| Exercise materials |

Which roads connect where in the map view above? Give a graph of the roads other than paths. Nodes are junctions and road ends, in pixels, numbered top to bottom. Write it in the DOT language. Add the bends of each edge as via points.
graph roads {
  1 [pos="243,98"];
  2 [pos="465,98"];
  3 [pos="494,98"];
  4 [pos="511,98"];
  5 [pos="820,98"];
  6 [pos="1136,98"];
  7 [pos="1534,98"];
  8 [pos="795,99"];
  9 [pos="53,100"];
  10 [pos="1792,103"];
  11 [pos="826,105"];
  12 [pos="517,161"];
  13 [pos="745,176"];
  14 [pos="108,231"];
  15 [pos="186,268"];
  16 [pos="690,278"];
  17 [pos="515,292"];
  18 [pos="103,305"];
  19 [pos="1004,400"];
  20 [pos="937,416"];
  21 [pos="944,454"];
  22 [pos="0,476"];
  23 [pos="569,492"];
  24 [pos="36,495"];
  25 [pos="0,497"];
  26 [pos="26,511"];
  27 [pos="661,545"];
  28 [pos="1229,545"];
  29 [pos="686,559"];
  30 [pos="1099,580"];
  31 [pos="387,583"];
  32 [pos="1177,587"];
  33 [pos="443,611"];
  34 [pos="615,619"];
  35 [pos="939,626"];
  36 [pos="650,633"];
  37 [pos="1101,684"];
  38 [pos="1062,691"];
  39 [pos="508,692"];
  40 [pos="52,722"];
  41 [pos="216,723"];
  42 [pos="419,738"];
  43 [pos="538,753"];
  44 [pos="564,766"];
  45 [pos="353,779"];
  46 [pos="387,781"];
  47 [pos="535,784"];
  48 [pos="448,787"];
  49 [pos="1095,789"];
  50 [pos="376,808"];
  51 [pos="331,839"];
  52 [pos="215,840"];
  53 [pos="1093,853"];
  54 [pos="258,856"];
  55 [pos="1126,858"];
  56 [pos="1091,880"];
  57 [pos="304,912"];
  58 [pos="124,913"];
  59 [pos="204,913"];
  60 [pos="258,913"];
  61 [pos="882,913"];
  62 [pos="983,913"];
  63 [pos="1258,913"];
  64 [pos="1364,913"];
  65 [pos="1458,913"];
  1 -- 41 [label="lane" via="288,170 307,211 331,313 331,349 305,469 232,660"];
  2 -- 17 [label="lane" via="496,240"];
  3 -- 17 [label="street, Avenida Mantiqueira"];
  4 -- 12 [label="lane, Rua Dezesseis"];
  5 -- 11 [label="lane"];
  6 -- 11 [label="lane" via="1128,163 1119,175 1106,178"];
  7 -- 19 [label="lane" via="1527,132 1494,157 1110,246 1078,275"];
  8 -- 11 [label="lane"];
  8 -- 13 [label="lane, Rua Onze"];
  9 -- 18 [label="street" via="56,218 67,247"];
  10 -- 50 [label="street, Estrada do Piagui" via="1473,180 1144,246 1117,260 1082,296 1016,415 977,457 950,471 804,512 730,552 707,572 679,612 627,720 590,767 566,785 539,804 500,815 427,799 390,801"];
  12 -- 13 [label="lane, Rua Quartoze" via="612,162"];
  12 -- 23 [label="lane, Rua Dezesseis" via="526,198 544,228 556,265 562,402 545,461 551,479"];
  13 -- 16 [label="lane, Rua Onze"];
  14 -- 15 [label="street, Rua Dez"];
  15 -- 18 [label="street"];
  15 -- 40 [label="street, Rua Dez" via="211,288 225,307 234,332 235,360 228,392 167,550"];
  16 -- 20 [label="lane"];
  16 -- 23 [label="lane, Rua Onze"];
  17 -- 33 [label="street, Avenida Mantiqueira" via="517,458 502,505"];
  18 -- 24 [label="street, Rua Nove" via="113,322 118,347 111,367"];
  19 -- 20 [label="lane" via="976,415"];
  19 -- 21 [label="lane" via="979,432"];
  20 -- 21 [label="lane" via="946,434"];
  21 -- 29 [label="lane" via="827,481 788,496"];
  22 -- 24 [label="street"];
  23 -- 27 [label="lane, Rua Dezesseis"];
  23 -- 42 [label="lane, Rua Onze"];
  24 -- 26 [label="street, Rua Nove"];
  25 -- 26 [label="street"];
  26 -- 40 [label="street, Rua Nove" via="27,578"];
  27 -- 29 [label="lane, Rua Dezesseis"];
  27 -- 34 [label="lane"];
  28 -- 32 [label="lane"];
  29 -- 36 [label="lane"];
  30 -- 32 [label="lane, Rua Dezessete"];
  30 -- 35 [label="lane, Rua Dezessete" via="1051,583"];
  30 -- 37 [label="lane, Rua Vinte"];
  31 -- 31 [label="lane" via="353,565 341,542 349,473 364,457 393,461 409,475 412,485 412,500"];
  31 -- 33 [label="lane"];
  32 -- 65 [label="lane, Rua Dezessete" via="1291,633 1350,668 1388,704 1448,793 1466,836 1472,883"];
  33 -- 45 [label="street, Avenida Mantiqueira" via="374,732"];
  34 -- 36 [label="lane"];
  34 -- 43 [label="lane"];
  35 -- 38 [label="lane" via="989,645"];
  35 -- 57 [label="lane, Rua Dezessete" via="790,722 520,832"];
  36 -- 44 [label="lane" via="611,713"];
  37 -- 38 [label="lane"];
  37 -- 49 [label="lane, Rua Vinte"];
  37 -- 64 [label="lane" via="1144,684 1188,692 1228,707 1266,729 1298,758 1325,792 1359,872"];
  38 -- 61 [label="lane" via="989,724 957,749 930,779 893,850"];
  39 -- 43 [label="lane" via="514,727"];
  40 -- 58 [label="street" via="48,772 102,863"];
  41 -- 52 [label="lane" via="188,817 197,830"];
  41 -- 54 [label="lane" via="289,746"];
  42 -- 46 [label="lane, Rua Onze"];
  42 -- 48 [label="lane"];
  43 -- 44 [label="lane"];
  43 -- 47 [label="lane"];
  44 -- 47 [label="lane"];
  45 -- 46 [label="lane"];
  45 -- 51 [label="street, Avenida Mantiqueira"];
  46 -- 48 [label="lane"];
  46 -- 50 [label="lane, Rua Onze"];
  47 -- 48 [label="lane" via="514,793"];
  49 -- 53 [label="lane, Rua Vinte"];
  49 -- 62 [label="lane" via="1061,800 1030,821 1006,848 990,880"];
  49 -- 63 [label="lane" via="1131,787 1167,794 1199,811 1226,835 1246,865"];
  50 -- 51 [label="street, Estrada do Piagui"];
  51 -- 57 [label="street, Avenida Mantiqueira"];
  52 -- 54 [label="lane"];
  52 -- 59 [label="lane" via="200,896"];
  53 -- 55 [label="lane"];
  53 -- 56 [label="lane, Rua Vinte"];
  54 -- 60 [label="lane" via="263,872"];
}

| Exercise details |
Lines containing the word "Onze" must be found in the data above and copied.

| Response below |
  8 -- 13 [label="lane, Rua Onze"];
  13 -- 16 [label="lane, Rua Onze"];
  16 -- 23 [label="lane, Rua Onze"];
  23 -- 42 [label="lane, Rua Onze"];
  42 -- 46 [label="lane, Rua Onze"];
  46 -- 50 [label="lane, Rua Onze"];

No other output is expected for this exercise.